> TRY IT: Make an exact copy of the entries, and keep any pictures out of it.

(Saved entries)
*-*-*
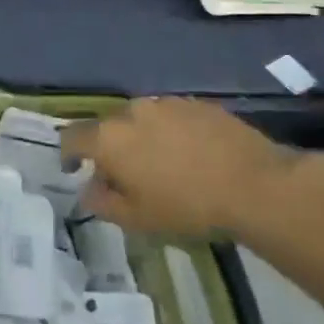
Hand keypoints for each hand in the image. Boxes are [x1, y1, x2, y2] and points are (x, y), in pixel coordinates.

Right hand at [62, 97, 323, 238]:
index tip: (74, 170)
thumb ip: (102, 203)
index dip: (68, 153)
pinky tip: (190, 154)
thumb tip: (89, 190)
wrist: (255, 185)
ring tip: (162, 164)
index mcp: (109, 138)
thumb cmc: (187, 206)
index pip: (72, 137)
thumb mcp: (137, 219)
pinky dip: (170, 132)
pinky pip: (170, 117)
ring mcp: (166, 103)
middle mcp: (131, 111)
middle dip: (110, 148)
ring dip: (141, 138)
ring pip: (141, 119)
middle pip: (108, 126)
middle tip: (126, 176)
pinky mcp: (196, 103)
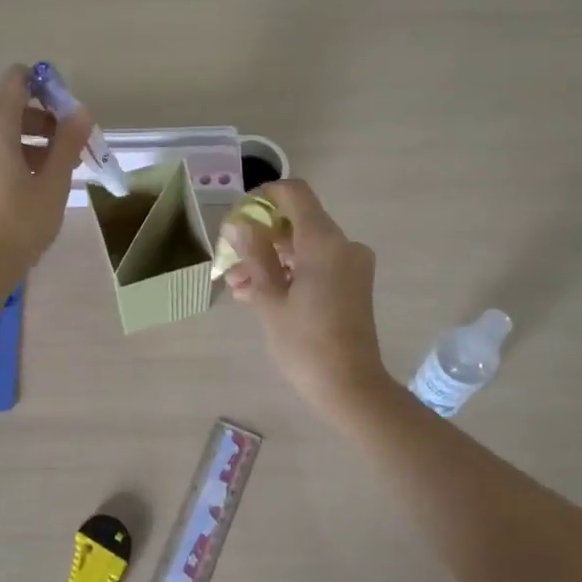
*-*-*
> PROBLEM SOLUTION:
Hand keypoints for each hand in the image. Boxes are [x1, y1, x2, y2] and points are (x, y), in pixel coordinates.

Right hand at [62, 97, 323, 238]:
index tip: (74, 170)
thumb ip: (102, 203)
index dip: (68, 153)
pinky tip: (190, 154)
thumb tip: (89, 190)
wrist: (255, 185)
ring tip: (162, 164)
index mcp: (109, 138)
thumb cmc: (187, 206)
index pip: (72, 137)
thumb mcp: (137, 219)
pinky dip: (170, 132)
pinky pip: (170, 117)
ring mcp: (166, 103)
middle mcp: (131, 111)
middle dip: (110, 148)
ring dip: (141, 138)
ring pip: (141, 119)
middle pip: (108, 126)
middle tip: (126, 176)
pinky mcp: (196, 103)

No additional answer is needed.